The Thing is, it was working before the kernel up-/downgrade - so my suspicion is, that something in the host System does not add up and the resources are not released/isolated correctly.
With the current loglevel I cannot see any signs that the host isn't releasing the Card correctly. With Windows as Client you can't see anything but code 43, but with Linux clients it gets more precise. Here I get in the Clients kernel Panics, seg faults and so on, as soon as I try to Access a Feature of the K4000 (e.g. 2D acceleration). The nvidia kernel module in the Client is loaded without error. So it narrows it down to a lower Hardware Level.

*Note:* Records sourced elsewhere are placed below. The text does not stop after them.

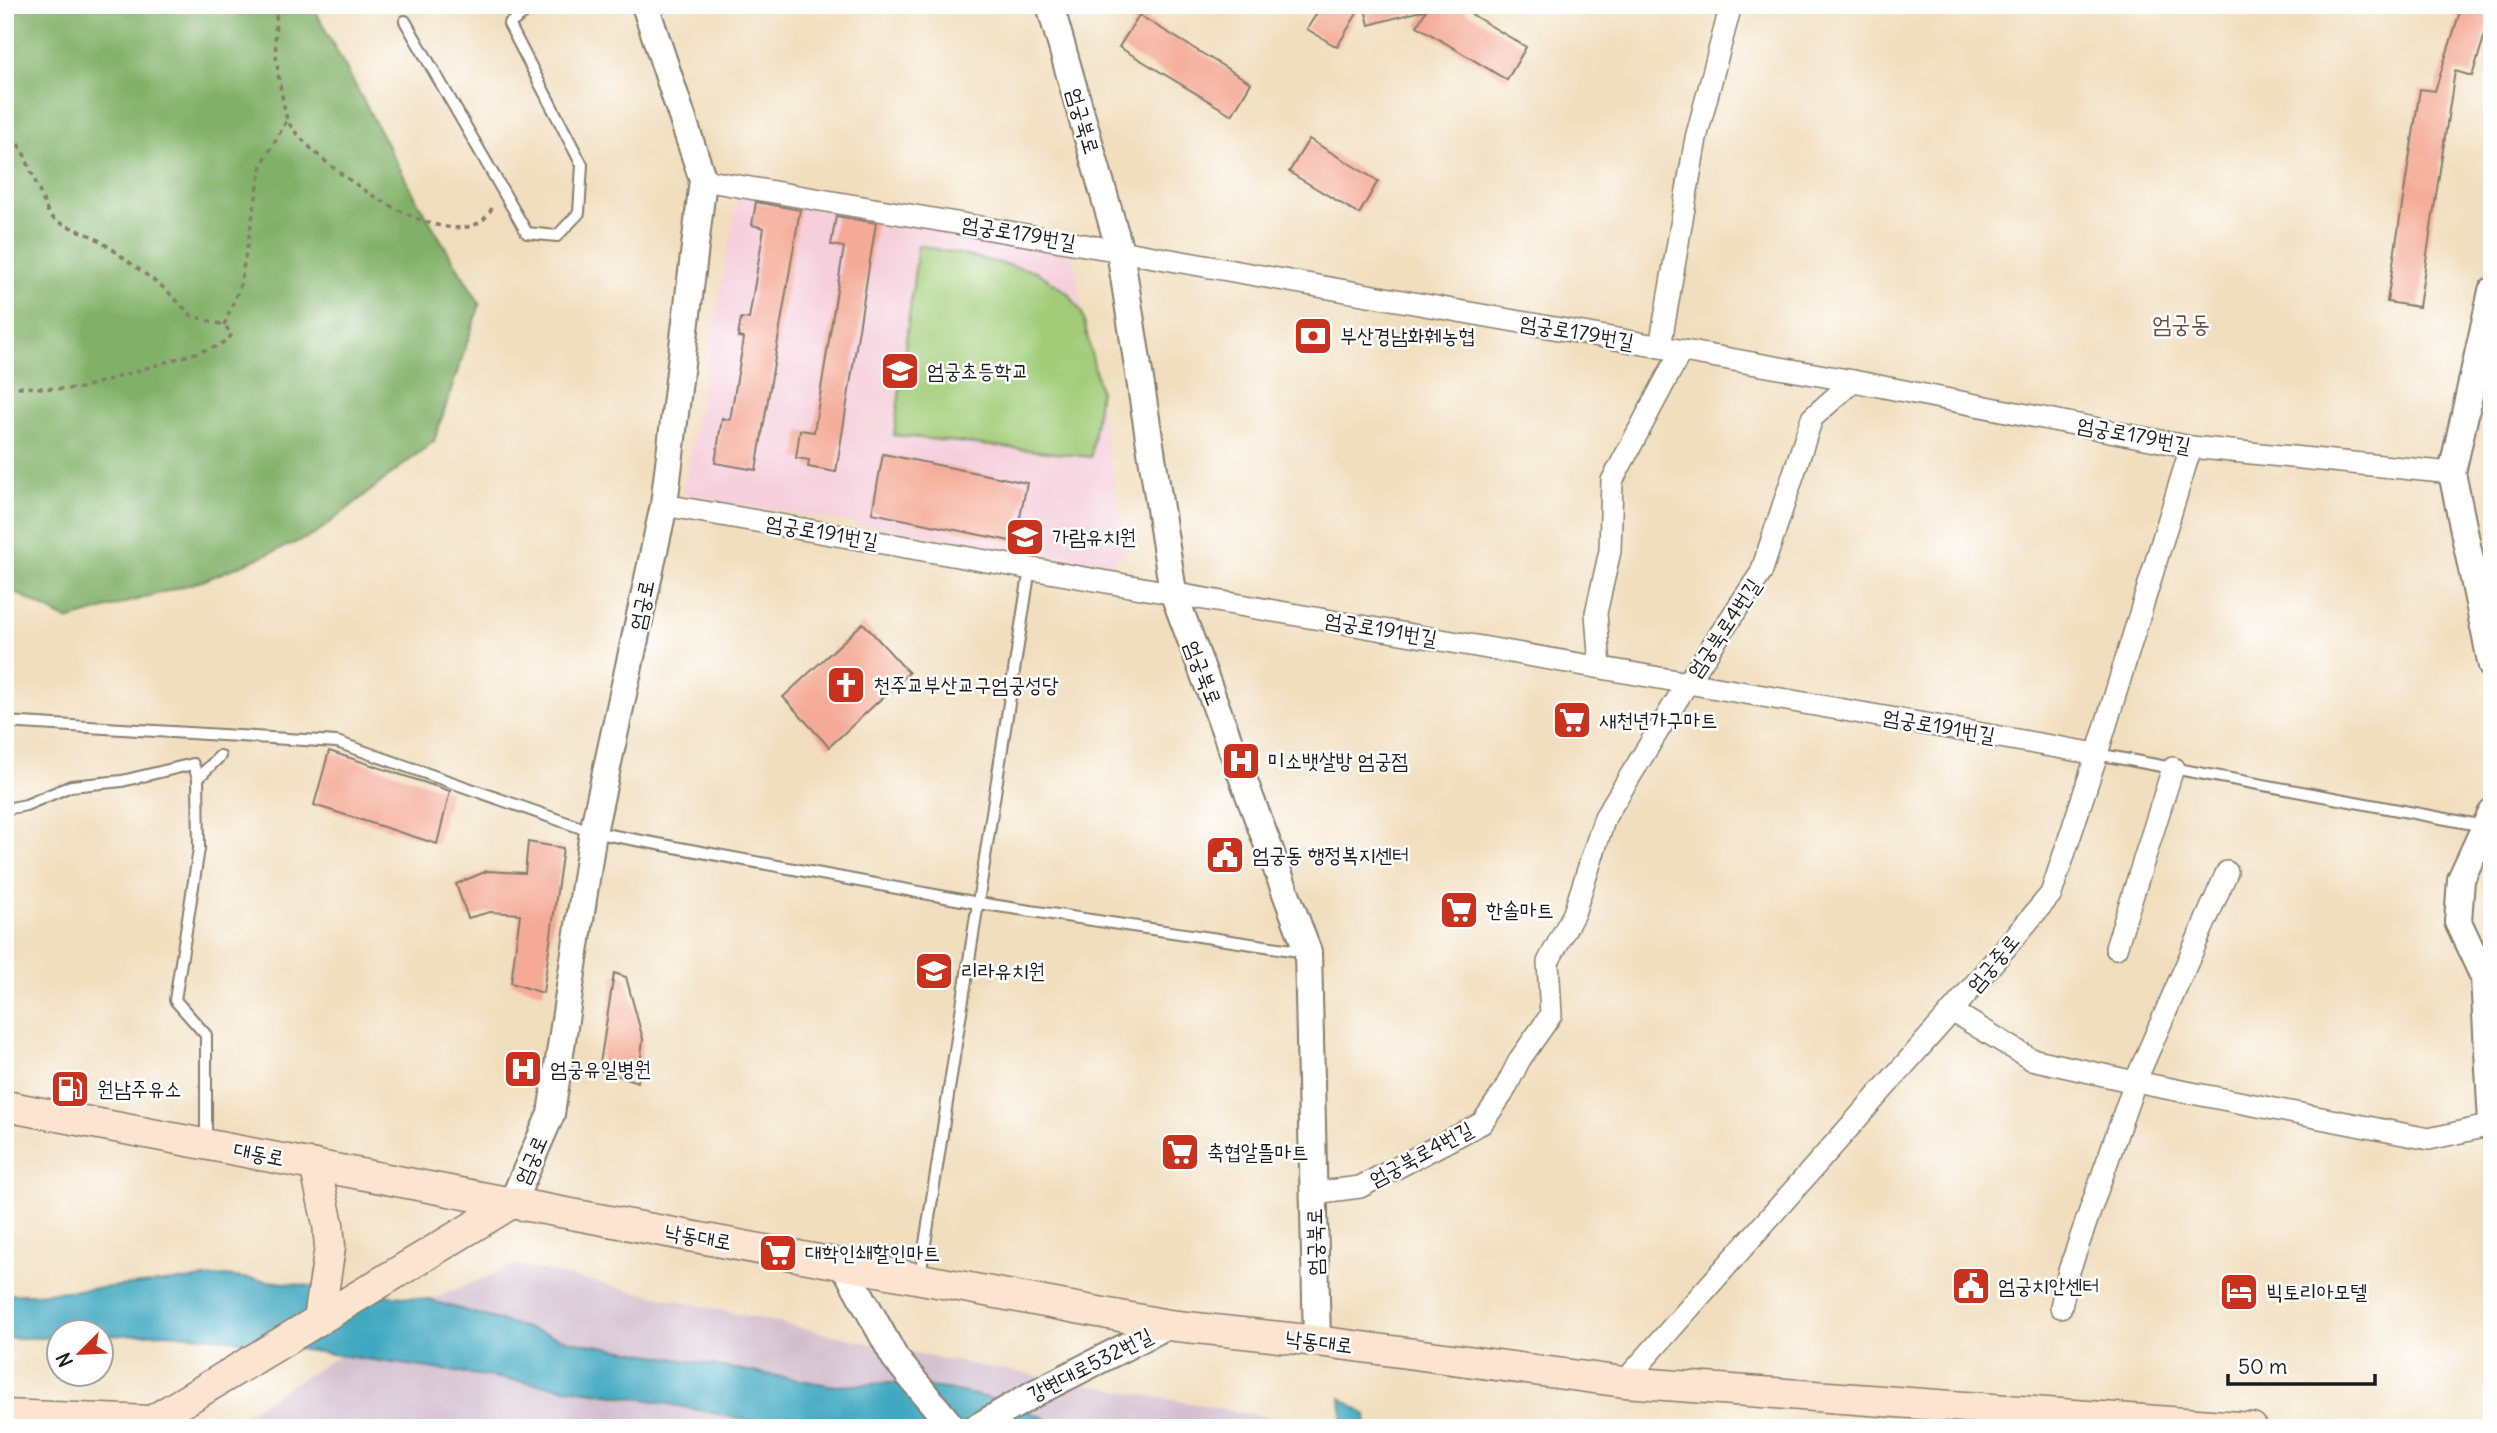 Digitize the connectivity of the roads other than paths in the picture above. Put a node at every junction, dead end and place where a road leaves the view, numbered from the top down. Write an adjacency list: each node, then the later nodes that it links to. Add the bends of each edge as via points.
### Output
1 (537, 5): 5 (lane, via 509,24 582,165 579,213 557,236 527,233)
2 (645, 5): 6 (street, 엄궁로)
3 (1050, 5): 7 (street, 엄궁북로)
4 (1731, 5): 9 (street, via 1696,138)
5 (405, 21)
6 (703, 180): 7 (street, 엄궁로179번길); 13 (street, 엄궁로)
7 (1120, 251): 9 (street, 엄궁로179번길); 15 (street, 엄궁북로)
8 (2492, 291): 12 (street)
9 (1670, 349): 10 (street, 엄궁로179번길); 17 (street, via 1612,481 1611,551 1596,613)
10 (1853, 381): 11 (street, 엄궁로179번길); 18 (street, 엄궁북로4번길, via 1812,418 1761,573)
11 (2192, 447): 12 (street, 엄궁로179번길); 20 (street, 엄궁중로)
12 (2452, 473): 16 (street)
13 (664, 505): 14 (street, 엄궁로191번길); 26 (street, 엄궁로)
14 (1030, 568): 15 (street, 엄궁로191번길); 28 (lane)
15 (1173, 592): 17 (street, 엄궁로191번길); 30 (street, 엄궁북로)
16 (2492, 666)
17 (1600, 667): 18 (street, 엄궁로191번길)
18 (1688, 682): 20 (street, 엄궁로191번길); 37 (street, 엄궁북로4번길, via 1605,817 1574,913 1548,962 1551,1015 1482,1123 1360,1187)
19 (5, 722): 26 (lane, via 337,742)
20 (2098, 754): 22 (lane); 31 (street, 엄궁중로, via 2051,894)
21 (220, 757): 23 (lane)
22 (2173, 768): 25 (lane); 29 (street)
23 (198, 778): 24 (lane, via 193,764 122,781 71,786); 35 (lane, via 199,849 175,1000 206,1034)
24 (11, 808)
25 (2488, 819): 34 (street, via 2461,879 2458,922 2484,977)
26 (593, 832): 28 (lane); 38 (street, 엄궁로, via 551,1114)
27 (2227, 872): 32 (street)
28 (978, 903): 30 (lane); 40 (lane)
29 (2116, 948)
30 (1308, 952): 37 (street, 엄궁북로)
31 (1952, 1011): 32 (street, via 2031,1059); 45 (street, 엄궁중로)
32 (2135, 1082): 34 (street, via 2429,1139); 41 (street, via 2069,1271)
33 (5, 1106): 35 (main road, 대동로)
34 (2492, 1124)
35 (206, 1144): 36 (main road, 대동로)
36 (315, 1165): 38 (main road, 대동로); 42 (main road, via 330,1247)
37 (1314, 1193): 44 (street, 엄궁북로)
38 (512, 1203): 39 (main road, 낙동대로); 42 (main road)
39 (844, 1265): 40 (main road, 낙동대로); 50 (street, via 895,1358)
40 (919, 1278): 43 (main road, 낙동대로)
41 (2061, 1307)
42 (319, 1319): 48 (main road)
43 (1168, 1325): 44 (main road, 낙동대로); 51 (street, 강변대로532번길)
44 (1317, 1341): 45 (main road, 낙동대로)
45 (1624, 1382): 47 (main road, 낙동대로)
46 (5, 1415): 48 (main road)
47 (2087, 1422): 49 (main road, 낙동대로)
48 (145, 1424)
49 (2240, 1427)
50 (953, 1428)
51 (976, 1428)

So for the Clients it Looks like an Hardware defect. As I tested the Hardware natively I can rule out a real Hardware Problem.

There is only one Thing left. On the way from the host to the Client (on the passthrough basically) something gets lost. Maybe the hypervisor can't get Access to all resources of that Card, but I do not know how to check this with the current log-Level.

for example if I start a Windows Client with the K4000 assigned, I see the following in dmesg of the host:

Code:
device tap108i0 entered promiscuous mode
vmbr0: port 14(tap108i0) entering forwarding state
pci-stub 0000:84:00.0: PCI INT A -> GSI 64 (level, low) -> IRQ 64
tap108i0: no IPv6 routers present
assign device 0:84:0.0
pci-stub 0000:84:00.0: Invalid ROM contents
pci-stub 0000:84:00.0: irq 108 for MSI/MSI-X

I don't get the "Invalid ROM Content" all the time. But for rest it Looks ok for me.

Is there a way to increase the loglevel to more Hardware Events?

I try to avoid re-installing the host, as it takes me about a week to get everything back up running, with all testing and so on.

For my understanding. When I upgraded the pve-kernel from 2.6xxx to 3.1xxx what happens in the System?
When I downgraded back to 2.6xx via uninstalling the 3.1xxx via apt-get uninstall. Is there something left from the 3.1xx, maybe some libraries which are still used?